SOURCE DATA:
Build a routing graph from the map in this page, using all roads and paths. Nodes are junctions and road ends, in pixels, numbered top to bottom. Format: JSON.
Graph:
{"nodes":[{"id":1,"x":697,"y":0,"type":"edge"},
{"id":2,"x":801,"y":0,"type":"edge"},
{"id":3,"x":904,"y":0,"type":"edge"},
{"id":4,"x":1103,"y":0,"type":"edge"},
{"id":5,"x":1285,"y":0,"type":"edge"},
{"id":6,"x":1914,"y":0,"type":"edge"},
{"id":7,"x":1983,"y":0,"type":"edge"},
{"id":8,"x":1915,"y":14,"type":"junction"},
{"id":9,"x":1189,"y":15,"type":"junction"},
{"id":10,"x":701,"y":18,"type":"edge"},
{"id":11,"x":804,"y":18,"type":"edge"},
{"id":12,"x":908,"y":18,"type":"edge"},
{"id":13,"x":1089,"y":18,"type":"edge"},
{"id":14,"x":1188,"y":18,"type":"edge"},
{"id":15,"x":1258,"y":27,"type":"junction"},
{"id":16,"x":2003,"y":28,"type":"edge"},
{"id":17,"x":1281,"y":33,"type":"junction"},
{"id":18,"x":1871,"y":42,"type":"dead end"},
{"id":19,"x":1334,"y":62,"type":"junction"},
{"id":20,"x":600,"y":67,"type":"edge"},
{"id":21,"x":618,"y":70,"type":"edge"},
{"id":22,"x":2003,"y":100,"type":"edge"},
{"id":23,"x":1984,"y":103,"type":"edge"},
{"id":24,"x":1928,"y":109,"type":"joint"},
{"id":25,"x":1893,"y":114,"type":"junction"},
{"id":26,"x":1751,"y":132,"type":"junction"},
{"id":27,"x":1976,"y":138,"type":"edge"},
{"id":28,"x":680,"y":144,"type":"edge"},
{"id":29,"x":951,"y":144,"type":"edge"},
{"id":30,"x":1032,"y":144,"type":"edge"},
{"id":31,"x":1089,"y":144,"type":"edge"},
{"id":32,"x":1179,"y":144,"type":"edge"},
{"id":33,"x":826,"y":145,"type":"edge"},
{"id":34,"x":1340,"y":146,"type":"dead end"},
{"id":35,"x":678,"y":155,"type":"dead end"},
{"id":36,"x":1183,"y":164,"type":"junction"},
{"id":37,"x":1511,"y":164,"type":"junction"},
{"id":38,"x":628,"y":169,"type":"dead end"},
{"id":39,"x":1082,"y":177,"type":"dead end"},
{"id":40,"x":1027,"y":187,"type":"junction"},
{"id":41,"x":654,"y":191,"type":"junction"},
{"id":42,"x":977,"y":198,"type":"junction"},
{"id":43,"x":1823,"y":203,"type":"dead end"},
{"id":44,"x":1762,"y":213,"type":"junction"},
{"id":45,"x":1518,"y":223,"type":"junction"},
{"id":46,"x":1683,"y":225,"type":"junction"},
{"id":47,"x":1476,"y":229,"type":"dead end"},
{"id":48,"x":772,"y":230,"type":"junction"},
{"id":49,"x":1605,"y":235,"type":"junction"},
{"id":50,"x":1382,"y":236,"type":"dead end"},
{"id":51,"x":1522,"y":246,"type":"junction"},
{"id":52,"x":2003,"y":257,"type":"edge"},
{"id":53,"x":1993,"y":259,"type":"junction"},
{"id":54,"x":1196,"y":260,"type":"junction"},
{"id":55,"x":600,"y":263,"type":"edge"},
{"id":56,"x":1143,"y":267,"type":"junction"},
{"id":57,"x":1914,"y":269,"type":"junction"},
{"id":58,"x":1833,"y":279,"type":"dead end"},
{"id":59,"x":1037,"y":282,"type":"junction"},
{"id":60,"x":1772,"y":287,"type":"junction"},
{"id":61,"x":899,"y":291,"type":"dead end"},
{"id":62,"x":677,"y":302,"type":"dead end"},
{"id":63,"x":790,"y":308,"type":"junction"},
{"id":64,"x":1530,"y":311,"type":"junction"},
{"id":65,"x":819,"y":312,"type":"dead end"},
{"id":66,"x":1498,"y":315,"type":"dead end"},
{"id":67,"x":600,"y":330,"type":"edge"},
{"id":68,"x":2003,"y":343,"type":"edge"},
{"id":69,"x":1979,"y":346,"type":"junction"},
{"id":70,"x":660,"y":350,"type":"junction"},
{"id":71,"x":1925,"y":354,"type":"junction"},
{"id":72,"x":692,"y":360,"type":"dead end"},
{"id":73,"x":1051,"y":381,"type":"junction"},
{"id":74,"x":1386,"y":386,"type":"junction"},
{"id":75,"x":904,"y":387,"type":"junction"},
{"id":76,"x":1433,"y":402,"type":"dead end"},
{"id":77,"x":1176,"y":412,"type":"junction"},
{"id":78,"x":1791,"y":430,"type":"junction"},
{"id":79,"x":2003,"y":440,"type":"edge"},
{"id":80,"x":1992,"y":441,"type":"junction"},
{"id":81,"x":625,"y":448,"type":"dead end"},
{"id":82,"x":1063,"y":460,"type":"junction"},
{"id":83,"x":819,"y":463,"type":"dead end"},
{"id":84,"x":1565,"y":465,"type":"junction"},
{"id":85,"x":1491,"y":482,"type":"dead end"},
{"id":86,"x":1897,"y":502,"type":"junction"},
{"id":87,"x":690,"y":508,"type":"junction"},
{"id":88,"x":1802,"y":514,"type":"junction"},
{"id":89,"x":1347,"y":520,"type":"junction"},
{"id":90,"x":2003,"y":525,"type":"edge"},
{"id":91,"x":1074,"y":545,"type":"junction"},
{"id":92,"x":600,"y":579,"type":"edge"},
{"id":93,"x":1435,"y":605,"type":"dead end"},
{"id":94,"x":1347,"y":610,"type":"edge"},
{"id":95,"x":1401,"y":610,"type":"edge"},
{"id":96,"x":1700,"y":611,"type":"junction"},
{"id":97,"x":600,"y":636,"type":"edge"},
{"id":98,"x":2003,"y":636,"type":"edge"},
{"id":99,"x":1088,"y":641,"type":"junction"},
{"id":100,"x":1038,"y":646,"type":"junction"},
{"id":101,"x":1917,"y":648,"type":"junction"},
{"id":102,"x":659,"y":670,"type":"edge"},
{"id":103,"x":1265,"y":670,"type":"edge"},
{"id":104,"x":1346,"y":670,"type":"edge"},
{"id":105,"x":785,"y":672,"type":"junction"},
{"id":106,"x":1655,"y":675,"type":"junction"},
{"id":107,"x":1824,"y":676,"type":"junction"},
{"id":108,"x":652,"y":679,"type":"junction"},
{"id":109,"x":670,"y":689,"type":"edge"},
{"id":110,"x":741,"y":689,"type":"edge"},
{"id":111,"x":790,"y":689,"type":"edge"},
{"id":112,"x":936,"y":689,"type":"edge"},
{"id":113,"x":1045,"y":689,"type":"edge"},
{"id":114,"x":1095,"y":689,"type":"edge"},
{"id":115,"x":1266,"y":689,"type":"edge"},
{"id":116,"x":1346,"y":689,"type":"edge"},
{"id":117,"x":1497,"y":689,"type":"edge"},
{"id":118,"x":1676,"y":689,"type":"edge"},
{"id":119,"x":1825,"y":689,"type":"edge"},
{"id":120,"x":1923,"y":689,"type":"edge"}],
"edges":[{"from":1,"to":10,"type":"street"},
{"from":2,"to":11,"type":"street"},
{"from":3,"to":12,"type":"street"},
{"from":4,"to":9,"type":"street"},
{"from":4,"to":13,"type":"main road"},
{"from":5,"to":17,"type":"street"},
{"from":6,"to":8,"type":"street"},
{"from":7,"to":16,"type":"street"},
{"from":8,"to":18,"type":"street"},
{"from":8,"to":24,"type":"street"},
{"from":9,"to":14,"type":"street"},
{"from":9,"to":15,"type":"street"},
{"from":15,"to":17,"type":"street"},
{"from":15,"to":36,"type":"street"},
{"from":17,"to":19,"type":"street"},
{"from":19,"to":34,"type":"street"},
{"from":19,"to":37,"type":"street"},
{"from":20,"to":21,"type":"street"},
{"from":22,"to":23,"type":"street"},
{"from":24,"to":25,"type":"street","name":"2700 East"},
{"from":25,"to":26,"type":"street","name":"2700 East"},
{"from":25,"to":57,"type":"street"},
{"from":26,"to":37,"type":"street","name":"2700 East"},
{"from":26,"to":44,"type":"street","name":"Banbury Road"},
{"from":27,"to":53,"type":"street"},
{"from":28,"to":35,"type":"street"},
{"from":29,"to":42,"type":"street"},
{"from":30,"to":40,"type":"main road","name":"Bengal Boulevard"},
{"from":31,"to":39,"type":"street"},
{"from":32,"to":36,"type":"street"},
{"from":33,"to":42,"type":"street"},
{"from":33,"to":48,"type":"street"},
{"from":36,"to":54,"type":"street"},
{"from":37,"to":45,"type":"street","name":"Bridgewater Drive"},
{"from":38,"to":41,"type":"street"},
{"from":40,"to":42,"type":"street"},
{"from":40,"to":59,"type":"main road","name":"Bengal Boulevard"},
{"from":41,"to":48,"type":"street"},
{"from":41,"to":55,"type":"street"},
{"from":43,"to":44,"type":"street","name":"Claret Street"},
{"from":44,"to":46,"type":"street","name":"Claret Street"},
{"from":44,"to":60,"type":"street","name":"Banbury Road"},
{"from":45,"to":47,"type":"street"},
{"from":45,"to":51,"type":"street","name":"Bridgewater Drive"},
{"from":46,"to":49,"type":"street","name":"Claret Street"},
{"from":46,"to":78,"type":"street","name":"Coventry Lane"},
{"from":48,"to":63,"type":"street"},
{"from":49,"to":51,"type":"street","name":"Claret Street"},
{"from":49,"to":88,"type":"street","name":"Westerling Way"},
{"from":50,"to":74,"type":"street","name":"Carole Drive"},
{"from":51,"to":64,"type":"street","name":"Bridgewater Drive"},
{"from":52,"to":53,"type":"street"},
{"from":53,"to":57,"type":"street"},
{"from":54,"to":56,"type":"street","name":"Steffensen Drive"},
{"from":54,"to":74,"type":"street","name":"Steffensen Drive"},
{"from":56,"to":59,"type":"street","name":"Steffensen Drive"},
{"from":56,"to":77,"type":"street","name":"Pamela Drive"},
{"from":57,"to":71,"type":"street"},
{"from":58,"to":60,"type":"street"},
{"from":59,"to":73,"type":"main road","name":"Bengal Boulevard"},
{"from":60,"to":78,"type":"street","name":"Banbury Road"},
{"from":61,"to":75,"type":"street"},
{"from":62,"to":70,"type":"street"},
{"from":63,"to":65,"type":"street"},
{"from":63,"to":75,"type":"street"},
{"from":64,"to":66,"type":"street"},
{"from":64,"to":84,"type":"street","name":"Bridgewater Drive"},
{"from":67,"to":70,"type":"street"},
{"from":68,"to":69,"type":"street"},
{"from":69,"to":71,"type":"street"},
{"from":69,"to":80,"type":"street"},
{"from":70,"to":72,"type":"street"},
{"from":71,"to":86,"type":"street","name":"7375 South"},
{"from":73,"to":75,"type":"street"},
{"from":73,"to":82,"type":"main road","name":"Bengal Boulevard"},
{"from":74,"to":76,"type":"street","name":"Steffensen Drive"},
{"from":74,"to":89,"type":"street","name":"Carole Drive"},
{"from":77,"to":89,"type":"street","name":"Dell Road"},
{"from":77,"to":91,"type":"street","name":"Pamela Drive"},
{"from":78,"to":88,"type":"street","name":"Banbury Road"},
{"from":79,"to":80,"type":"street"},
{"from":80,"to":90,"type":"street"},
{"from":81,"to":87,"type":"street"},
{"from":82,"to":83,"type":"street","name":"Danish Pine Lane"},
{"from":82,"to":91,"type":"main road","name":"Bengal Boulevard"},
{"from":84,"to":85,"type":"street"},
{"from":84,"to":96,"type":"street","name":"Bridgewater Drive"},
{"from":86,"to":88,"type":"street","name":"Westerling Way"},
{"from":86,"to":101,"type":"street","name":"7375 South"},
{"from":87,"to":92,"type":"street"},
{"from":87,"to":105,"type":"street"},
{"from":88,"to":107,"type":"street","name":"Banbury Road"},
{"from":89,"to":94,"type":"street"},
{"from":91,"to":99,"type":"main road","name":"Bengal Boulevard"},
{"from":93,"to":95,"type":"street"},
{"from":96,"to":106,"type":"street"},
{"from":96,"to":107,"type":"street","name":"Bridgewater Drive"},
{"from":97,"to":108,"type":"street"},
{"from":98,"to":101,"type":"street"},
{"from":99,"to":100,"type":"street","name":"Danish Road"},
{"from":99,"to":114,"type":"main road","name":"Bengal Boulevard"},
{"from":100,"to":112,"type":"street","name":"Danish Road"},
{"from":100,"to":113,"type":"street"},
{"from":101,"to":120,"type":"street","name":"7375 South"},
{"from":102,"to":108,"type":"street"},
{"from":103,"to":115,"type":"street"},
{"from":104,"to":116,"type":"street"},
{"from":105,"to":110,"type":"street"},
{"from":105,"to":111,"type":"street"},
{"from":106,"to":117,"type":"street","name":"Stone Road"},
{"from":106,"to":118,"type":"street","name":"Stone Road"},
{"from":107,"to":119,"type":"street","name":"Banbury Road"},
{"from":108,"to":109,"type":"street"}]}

EXERCISE PROMPT: Locate and copy each line in the data above that includes the word "Bengal".

RESPONSE TO THIS TASK:
{"from":30,"to":40,"type":"main road","name":"Bengal Boulevard"},
{"from":40,"to":59,"type":"main road","name":"Bengal Boulevard"},
{"from":59,"to":73,"type":"main road","name":"Bengal Boulevard"},
{"from":73,"to":82,"type":"main road","name":"Bengal Boulevard"},
{"from":82,"to":91,"type":"main road","name":"Bengal Boulevard"},
{"from":91,"to":99,"type":"main road","name":"Bengal Boulevard"},
{"from":99,"to":114,"type":"main road","name":"Bengal Boulevard"},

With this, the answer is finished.